Okev

General

Year 2003

Student Team:

Danna Linn, Ofer Mizrachi, Tamir Bochen, Inbal Sheli, Michael Sandler, Sergy Irlin, Itay Sason, Ronen Golshmid

Supervisor:

Dr. Fred Ortenberg

The Concept

Inner View of the OKEV microsatellite (without body mounted solar panels)
Inner View of the OKEV microsatellite (without body mounted solar panels)

The OKEV microsatellite is a student project to design a scientific mission, which uses hyperspectral wide field imaging in exploring marine and coastal environments. In order to better utilize the hyperspectral instrument it was suggested to place OKEV in orbit with an existing “On – going” constellation of Earth remote sensing satellites. OKEV operates in a circular sun synchronous Earth repeating orbit (altitude 705 km, inclination 98.2º) as part of the AM-Train formation, which consists of 4 currently in orbit satellites: Landsat 7, EO-1, SAC-C, and Terra. OKEV crosses the equator at 10:07 local time. It is six minutes after EO-1 and usually four minutes before SAC-C. The several simulations for OKEV’s orbit calculation, analysis and visualization were fulfilled using Satellite Tool Kit (STK-5.0) produced by Analytical Graphic, Inc. (AGI).

OKEV satellite design guidelines included: using trade studies to iterate spacecraft designs and components; and selecting COTS equipment whenever possible while injecting advanced technologies. OKEV satellite presents an aluminium structure composed of prism and pyramid parts and is stabilized about all three axes using an integrated momentum biased system with some acquisition modes. TAMAM’s magnetotorquers provide the system with efficient momentum discharge capability. The redundant attitude sensor set includes a 3-axis magnetometer, a star tracker and a block of FOGs. System nadir pointing capability is about 1°.

The satellite employs cold-gas reaction thrusters designed by RAFAEL for manoeuvres and has redundant on-board computers for command and data handling. Thermal control is provided by a combination of passive methods. Communications (mission and telemetry) with ground station use innovative S-bands link. Electrical power, provided by body-mounted Si solar cells and Li-Ion batteries, exceeds 63 W averages including more than 15% margin. OKEV design accommodates mean mission duration of 5 years. For the OKEV launch the Russian relative low cost, high performance and reliability launchers (DNEPR, KOSMOS, START, ROCKOT and TSIKLON) were be chosen. Its docking systems are compatible with OKEV structure and mechanical interface.

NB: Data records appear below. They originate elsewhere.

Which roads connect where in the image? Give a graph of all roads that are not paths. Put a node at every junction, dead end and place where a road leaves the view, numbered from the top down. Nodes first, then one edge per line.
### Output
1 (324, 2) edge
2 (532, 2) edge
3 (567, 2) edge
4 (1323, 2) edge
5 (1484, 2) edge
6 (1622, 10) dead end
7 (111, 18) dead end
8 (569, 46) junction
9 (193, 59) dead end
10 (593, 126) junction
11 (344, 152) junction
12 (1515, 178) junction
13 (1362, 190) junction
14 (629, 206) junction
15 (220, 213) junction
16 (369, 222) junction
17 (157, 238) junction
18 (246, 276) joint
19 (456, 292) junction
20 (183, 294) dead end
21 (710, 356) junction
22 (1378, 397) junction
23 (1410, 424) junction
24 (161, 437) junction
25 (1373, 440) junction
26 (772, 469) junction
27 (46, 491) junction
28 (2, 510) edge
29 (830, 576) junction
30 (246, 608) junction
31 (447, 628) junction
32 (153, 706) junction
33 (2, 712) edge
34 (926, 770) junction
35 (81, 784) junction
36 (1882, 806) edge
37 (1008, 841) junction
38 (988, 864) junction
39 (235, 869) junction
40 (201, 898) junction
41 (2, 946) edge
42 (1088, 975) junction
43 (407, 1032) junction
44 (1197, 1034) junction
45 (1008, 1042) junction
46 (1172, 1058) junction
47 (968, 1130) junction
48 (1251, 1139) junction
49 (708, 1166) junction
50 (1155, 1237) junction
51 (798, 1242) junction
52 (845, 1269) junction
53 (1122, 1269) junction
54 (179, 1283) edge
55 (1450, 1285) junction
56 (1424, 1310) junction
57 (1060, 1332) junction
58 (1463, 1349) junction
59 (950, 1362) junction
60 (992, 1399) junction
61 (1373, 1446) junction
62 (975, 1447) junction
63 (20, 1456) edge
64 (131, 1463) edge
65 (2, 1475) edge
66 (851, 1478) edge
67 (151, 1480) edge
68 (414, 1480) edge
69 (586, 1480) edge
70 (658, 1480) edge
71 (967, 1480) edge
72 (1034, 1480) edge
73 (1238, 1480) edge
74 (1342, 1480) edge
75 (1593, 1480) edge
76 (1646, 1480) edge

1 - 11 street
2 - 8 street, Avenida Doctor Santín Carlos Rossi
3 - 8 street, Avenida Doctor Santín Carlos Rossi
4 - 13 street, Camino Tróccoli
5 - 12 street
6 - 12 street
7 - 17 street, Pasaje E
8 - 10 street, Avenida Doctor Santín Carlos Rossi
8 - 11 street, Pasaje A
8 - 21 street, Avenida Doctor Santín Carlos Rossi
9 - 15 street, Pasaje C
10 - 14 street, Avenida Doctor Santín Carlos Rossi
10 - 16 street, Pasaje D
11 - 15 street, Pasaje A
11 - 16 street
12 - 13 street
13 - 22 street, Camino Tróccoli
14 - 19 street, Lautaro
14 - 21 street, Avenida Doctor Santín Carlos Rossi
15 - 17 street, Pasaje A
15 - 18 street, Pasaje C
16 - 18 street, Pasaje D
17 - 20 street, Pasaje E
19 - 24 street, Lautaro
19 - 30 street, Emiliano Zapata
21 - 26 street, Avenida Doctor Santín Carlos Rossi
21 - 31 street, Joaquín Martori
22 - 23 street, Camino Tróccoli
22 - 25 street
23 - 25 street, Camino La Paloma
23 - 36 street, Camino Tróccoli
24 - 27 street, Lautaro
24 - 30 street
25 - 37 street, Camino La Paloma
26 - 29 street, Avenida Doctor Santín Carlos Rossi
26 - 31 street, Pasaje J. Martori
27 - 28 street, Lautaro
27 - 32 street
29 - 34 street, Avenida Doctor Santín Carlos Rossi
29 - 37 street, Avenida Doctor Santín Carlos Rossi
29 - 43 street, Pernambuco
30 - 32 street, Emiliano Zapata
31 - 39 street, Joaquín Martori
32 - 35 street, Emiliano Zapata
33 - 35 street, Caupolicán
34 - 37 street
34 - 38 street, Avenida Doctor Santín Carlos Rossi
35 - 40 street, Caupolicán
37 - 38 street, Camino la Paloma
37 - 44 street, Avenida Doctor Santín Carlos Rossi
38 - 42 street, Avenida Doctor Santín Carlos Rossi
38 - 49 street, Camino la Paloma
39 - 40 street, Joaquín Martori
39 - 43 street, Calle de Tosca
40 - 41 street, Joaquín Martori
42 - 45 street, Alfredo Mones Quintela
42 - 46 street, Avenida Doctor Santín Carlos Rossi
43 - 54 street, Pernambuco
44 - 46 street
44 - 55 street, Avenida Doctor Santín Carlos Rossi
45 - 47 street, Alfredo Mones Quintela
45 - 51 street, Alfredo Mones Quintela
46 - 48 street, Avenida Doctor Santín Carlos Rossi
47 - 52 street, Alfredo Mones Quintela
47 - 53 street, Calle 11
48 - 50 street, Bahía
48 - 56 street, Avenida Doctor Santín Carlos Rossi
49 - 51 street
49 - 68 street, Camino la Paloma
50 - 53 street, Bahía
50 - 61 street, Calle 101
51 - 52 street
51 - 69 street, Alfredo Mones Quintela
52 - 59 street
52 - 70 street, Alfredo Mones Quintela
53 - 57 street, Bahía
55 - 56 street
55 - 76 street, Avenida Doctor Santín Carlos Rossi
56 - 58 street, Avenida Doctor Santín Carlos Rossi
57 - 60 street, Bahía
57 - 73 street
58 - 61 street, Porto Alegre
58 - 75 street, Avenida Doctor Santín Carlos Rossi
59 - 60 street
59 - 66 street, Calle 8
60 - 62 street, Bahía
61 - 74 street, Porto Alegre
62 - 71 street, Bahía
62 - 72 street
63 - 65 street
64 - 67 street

The OKEV payload is a remote sensor of the Earth and the Earth’s atmosphere operated in the hyperspectral mode – WFIS (Wide Field Imaging Spectrometer). WFIS wide field of view is 120º. WFIS has a contiguous scanning range of 400-2500 nm, a spectral resolution of 3.3 nm, and 632 possible bands. OKEV can utilize only 20 different bands at each operational session due to memory constraints and limited ground station access times. The satellite total mass is less than 85 kg including 20 kg of WFIS mass.